What you should do: Within the data below, determine how many lines contain "FEDERICO" and supply only that figure.

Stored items
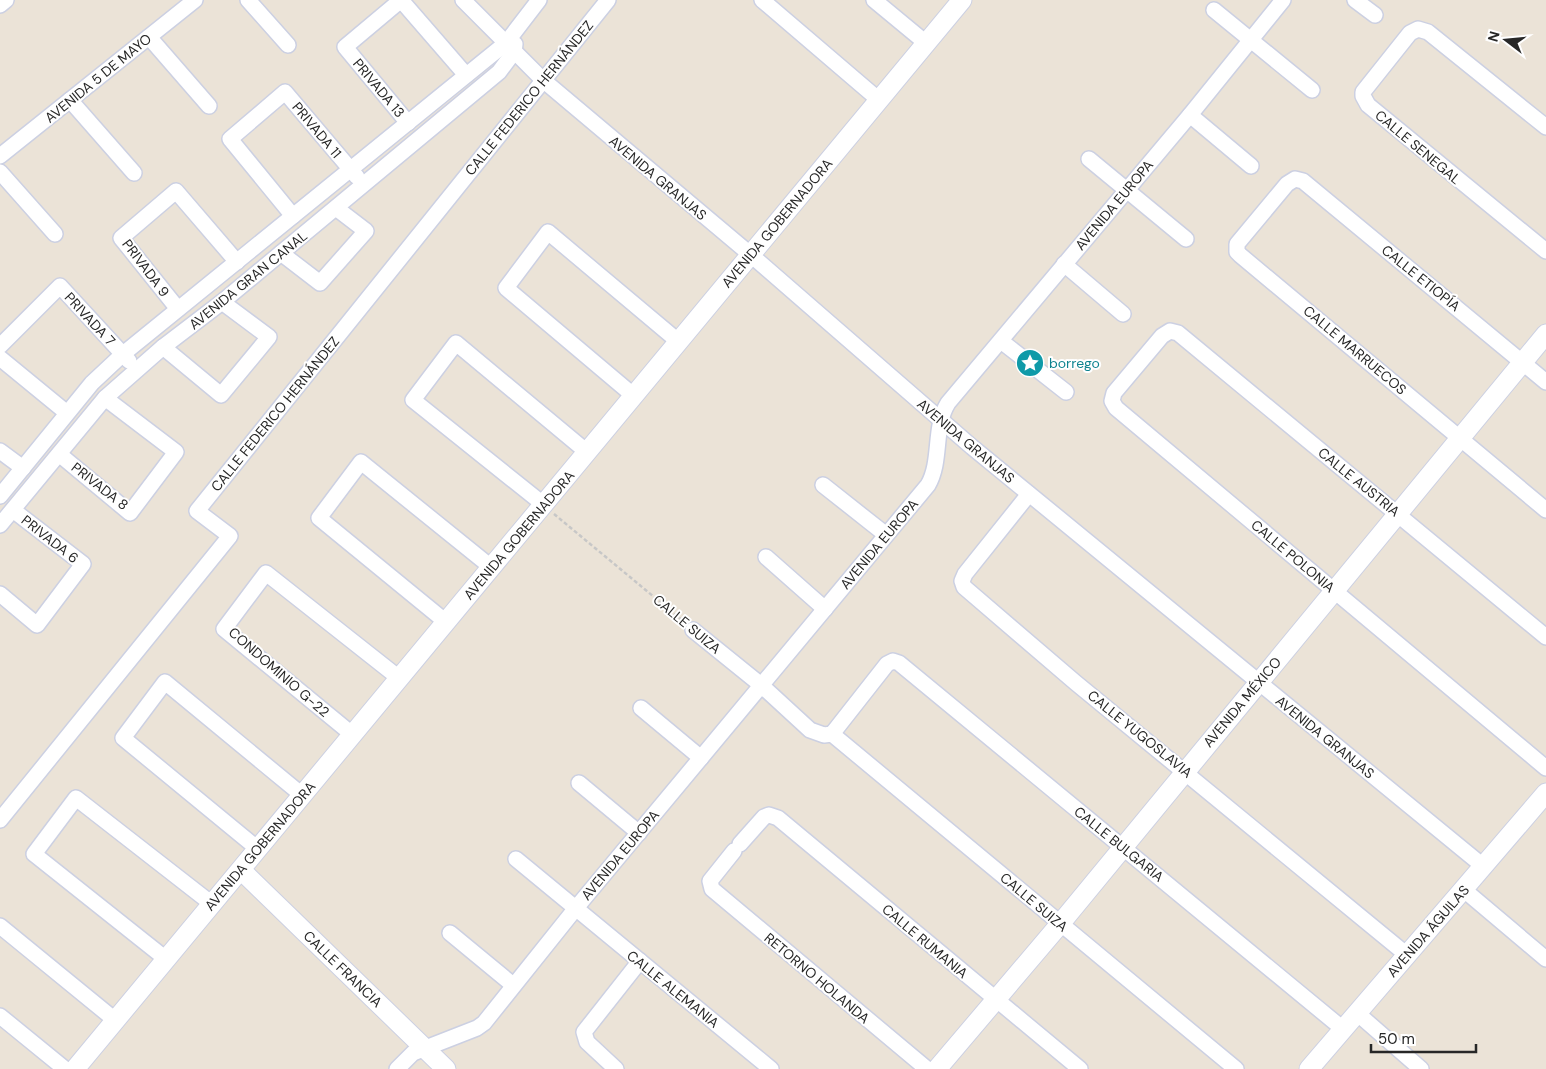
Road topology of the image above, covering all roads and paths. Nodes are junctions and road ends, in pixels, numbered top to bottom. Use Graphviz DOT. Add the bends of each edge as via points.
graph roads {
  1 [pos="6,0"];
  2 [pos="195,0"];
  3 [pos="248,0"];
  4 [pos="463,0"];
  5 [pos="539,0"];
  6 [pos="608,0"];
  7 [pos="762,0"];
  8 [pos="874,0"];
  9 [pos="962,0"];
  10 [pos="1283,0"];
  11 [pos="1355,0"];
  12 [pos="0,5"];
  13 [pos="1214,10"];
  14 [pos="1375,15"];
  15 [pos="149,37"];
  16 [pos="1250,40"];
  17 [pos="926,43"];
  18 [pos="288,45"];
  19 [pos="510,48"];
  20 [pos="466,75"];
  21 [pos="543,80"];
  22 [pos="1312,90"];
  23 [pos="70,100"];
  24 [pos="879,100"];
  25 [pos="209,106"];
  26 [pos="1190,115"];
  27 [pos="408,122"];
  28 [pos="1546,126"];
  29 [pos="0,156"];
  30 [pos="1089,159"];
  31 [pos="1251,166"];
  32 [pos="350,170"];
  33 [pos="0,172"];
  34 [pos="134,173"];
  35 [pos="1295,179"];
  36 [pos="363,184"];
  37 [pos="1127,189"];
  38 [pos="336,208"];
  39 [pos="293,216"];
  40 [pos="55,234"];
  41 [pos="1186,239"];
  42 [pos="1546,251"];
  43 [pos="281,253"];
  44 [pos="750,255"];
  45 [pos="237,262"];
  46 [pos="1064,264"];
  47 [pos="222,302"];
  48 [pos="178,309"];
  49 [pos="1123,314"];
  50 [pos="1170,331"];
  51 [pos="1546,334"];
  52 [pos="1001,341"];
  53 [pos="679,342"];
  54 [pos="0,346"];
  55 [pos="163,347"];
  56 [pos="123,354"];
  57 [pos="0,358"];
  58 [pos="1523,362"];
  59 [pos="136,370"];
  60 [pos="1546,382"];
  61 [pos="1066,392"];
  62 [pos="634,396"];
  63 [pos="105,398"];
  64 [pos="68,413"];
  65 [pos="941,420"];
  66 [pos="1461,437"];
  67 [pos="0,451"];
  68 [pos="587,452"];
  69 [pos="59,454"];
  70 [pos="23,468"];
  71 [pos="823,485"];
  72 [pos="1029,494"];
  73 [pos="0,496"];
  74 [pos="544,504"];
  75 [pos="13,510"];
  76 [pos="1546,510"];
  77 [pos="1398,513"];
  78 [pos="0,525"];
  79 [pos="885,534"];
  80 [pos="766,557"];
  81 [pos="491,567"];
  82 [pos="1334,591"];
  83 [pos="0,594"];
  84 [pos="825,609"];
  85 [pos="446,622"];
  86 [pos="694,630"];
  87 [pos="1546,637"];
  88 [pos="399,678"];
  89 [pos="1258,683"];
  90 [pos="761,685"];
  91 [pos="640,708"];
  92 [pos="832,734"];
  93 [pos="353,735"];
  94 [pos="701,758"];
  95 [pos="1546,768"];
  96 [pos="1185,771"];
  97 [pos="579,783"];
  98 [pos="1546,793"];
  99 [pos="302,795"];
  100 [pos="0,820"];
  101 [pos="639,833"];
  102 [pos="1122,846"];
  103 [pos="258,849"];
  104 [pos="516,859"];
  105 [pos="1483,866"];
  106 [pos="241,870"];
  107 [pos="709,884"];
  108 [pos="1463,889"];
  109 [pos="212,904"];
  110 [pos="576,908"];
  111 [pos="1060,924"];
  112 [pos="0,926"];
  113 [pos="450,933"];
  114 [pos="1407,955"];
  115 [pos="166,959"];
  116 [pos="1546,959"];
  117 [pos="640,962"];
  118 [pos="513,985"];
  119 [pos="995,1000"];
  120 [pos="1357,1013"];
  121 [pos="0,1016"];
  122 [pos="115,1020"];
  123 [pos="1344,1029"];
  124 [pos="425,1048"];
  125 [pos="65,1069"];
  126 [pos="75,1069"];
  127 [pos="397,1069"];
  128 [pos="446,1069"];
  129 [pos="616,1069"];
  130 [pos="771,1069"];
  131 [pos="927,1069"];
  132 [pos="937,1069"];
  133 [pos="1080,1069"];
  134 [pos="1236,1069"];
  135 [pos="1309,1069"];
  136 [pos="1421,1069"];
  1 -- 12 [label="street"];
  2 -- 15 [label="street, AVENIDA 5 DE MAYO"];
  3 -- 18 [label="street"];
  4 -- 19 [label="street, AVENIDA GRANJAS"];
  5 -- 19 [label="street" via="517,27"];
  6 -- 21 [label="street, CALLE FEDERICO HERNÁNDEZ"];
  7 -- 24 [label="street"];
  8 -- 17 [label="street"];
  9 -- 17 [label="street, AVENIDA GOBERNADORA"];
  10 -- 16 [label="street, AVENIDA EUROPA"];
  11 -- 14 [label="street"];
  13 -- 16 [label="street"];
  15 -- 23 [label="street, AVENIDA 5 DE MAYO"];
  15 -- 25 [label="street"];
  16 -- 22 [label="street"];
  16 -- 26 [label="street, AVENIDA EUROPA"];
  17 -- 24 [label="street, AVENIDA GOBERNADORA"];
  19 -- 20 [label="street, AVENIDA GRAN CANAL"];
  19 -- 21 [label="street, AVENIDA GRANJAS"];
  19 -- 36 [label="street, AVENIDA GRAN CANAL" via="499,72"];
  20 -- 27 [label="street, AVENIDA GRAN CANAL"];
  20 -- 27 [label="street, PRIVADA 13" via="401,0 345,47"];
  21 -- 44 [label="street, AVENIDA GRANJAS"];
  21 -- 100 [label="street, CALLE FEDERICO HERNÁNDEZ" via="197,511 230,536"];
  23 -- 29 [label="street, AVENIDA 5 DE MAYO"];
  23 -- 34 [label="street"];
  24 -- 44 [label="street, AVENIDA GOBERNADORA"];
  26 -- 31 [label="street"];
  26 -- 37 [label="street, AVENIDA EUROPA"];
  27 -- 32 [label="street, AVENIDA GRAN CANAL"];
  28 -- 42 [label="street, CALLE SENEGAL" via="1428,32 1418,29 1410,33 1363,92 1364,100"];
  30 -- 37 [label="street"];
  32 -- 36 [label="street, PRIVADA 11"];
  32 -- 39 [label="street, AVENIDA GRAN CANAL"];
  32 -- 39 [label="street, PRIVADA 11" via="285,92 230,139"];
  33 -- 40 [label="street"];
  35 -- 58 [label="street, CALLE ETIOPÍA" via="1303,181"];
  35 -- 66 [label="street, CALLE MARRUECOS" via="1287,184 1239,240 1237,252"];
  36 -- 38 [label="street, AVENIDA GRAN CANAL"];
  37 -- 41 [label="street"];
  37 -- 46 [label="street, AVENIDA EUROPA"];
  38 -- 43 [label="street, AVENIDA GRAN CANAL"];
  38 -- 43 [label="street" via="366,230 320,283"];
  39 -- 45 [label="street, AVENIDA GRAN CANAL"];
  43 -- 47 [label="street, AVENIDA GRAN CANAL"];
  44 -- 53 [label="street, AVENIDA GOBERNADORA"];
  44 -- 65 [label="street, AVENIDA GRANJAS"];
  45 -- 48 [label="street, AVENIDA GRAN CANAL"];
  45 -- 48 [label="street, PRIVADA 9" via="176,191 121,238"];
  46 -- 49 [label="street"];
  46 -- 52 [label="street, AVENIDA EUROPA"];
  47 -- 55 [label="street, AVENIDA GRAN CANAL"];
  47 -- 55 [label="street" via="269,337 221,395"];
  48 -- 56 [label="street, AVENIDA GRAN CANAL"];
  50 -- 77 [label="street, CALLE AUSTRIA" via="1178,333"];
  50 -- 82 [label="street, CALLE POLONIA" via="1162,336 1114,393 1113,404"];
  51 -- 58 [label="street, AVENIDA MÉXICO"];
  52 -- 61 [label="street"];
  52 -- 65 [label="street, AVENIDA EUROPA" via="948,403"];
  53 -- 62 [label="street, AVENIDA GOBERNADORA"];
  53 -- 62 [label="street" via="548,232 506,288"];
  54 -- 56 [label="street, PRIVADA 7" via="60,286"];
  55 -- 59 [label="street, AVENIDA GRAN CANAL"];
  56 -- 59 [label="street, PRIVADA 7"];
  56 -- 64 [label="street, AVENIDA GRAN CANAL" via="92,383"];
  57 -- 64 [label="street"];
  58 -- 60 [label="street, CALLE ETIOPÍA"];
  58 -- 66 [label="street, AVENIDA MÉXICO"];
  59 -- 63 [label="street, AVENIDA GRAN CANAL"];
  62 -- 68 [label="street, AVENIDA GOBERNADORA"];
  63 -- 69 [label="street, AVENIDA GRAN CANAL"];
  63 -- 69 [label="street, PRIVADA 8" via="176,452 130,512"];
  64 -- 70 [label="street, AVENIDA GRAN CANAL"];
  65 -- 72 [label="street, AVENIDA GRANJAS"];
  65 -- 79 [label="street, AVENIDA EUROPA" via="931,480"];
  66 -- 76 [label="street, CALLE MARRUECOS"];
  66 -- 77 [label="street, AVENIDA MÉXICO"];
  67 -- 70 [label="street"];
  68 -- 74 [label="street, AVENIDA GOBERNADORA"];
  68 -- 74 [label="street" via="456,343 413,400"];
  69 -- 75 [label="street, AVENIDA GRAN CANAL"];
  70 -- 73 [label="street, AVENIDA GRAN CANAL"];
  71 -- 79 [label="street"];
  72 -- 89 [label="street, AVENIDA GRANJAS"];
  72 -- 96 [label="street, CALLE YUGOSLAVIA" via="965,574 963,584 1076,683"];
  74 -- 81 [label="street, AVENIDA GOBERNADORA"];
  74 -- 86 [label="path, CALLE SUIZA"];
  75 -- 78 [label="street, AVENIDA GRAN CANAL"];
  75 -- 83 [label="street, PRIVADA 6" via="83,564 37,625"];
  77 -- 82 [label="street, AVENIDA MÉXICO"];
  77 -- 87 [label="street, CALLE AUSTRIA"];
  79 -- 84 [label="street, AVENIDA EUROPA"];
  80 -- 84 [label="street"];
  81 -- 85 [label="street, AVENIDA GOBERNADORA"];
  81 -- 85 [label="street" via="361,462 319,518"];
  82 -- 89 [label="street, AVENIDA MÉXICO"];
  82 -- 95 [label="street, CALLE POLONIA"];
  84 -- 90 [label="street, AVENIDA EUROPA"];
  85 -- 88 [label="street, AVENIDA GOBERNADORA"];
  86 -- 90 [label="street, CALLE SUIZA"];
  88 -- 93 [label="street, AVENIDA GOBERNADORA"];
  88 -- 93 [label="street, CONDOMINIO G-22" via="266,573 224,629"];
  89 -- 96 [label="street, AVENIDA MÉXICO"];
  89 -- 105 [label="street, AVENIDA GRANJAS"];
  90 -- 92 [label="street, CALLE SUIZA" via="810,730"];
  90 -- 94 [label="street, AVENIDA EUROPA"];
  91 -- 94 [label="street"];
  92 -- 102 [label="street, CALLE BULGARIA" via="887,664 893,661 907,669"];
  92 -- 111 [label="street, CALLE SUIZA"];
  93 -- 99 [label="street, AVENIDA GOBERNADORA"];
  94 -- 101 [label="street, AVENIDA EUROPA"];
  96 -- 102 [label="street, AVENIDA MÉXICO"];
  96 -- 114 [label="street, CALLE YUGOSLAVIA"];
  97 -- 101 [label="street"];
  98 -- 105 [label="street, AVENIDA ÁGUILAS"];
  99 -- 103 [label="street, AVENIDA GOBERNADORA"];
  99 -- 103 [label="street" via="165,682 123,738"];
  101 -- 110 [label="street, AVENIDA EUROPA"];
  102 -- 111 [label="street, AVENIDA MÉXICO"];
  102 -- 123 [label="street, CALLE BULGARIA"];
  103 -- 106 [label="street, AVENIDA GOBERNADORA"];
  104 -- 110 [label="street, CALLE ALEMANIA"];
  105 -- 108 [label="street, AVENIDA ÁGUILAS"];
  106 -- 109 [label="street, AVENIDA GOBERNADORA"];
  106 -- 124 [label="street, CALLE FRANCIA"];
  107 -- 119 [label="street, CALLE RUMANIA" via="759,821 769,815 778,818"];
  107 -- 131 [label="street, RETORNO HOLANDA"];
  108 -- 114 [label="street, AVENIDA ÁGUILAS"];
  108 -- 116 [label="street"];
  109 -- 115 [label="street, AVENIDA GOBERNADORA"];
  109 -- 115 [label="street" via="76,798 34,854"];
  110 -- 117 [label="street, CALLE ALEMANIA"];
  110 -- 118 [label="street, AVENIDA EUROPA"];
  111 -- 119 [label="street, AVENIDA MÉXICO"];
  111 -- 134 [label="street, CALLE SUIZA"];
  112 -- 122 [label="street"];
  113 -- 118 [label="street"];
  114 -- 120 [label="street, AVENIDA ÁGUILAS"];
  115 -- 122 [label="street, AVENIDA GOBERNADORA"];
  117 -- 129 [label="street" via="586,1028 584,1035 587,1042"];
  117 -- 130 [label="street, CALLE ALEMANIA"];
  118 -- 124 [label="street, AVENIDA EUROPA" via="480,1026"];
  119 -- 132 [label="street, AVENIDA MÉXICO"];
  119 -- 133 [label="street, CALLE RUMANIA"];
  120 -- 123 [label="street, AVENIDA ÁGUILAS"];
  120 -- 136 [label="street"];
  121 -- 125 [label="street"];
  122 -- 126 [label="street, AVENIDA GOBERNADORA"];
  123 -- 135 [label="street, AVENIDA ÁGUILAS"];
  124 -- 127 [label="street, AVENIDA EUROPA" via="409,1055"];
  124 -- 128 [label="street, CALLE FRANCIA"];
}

Your response: 2